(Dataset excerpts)

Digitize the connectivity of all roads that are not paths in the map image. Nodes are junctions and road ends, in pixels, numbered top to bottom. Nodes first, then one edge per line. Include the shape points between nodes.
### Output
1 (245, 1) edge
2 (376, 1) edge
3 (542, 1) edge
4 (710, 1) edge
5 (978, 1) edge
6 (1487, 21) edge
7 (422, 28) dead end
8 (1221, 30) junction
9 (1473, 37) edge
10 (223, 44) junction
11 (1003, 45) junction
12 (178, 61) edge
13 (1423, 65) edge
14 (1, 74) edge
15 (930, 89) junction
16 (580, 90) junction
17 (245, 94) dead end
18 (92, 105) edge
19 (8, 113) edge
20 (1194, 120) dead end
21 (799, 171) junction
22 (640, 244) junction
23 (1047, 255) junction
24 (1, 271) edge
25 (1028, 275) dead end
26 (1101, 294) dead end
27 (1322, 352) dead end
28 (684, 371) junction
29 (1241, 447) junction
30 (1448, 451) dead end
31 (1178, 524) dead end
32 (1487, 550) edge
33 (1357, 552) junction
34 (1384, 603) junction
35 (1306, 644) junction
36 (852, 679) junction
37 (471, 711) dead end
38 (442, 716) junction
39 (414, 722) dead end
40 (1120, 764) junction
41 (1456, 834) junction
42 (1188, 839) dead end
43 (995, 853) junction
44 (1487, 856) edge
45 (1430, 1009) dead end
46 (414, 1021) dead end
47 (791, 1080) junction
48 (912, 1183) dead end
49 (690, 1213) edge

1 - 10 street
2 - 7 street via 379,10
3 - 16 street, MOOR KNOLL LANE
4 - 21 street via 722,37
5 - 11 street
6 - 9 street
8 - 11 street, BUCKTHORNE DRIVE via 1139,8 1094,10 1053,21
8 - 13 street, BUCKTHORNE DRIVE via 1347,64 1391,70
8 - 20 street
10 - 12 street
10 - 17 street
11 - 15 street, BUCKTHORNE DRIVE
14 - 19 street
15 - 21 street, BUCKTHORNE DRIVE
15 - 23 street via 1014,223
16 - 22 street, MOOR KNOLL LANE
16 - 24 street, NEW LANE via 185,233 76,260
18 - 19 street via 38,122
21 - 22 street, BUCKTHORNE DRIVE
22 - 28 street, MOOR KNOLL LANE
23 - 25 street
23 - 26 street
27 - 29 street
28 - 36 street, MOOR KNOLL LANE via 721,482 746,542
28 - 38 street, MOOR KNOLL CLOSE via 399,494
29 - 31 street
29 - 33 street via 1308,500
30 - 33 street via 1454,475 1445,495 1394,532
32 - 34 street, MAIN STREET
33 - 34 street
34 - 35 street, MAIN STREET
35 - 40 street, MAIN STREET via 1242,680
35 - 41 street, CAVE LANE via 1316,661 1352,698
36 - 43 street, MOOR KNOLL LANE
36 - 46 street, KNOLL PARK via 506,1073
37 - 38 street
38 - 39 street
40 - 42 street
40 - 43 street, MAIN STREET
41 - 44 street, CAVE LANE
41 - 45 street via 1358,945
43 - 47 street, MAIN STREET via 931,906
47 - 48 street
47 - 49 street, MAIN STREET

## [Directions]
Each record above is to be printed again exactly as written.

## [Exercise response]
Digitize the connectivity of all roads that are not paths in the map image. Nodes are junctions and road ends, in pixels, numbered top to bottom. Nodes first, then one edge per line. Include the shape points between nodes.
### Output
1 (245, 1) edge
2 (376, 1) edge
3 (542, 1) edge
4 (710, 1) edge
5 (978, 1) edge
6 (1487, 21) edge
7 (422, 28) dead end
8 (1221, 30) junction
9 (1473, 37) edge
10 (223, 44) junction
11 (1003, 45) junction
12 (178, 61) edge
13 (1423, 65) edge
14 (1, 74) edge
15 (930, 89) junction
16 (580, 90) junction
17 (245, 94) dead end
18 (92, 105) edge
19 (8, 113) edge
20 (1194, 120) dead end
21 (799, 171) junction
22 (640, 244) junction
23 (1047, 255) junction
24 (1, 271) edge
25 (1028, 275) dead end
26 (1101, 294) dead end
27 (1322, 352) dead end
28 (684, 371) junction
29 (1241, 447) junction
30 (1448, 451) dead end
31 (1178, 524) dead end
32 (1487, 550) edge
33 (1357, 552) junction
34 (1384, 603) junction
35 (1306, 644) junction
36 (852, 679) junction
37 (471, 711) dead end
38 (442, 716) junction
39 (414, 722) dead end
40 (1120, 764) junction
41 (1456, 834) junction
42 (1188, 839) dead end
43 (995, 853) junction
44 (1487, 856) edge
45 (1430, 1009) dead end
46 (414, 1021) dead end
47 (791, 1080) junction
48 (912, 1183) dead end
49 (690, 1213) edge

1 - 10 street
2 - 7 street via 379,10
3 - 16 street, MOOR KNOLL LANE
4 - 21 street via 722,37
5 - 11 street
6 - 9 street
8 - 11 street, BUCKTHORNE DRIVE via 1139,8 1094,10 1053,21
8 - 13 street, BUCKTHORNE DRIVE via 1347,64 1391,70
8 - 20 street
10 - 12 street
10 - 17 street
11 - 15 street, BUCKTHORNE DRIVE
14 - 19 street
15 - 21 street, BUCKTHORNE DRIVE
15 - 23 street via 1014,223
16 - 22 street, MOOR KNOLL LANE
16 - 24 street, NEW LANE via 185,233 76,260
18 - 19 street via 38,122
21 - 22 street, BUCKTHORNE DRIVE
22 - 28 street, MOOR KNOLL LANE
23 - 25 street
23 - 26 street
27 - 29 street
28 - 36 street, MOOR KNOLL LANE via 721,482 746,542
28 - 38 street, MOOR KNOLL CLOSE via 399,494
29 - 31 street
29 - 33 street via 1308,500
30 - 33 street via 1454,475 1445,495 1394,532
32 - 34 street, MAIN STREET
33 - 34 street
34 - 35 street, MAIN STREET
35 - 40 street, MAIN STREET via 1242,680
35 - 41 street, CAVE LANE via 1316,661 1352,698
36 - 43 street, MOOR KNOLL LANE
36 - 46 street, KNOLL PARK via 506,1073
37 - 38 street
38 - 39 street
40 - 42 street
40 - 43 street, MAIN STREET
41 - 44 street, CAVE LANE
41 - 45 street via 1358,945
43 - 47 street, MAIN STREET via 931,906
47 - 48 street
47 - 49 street, MAIN STREET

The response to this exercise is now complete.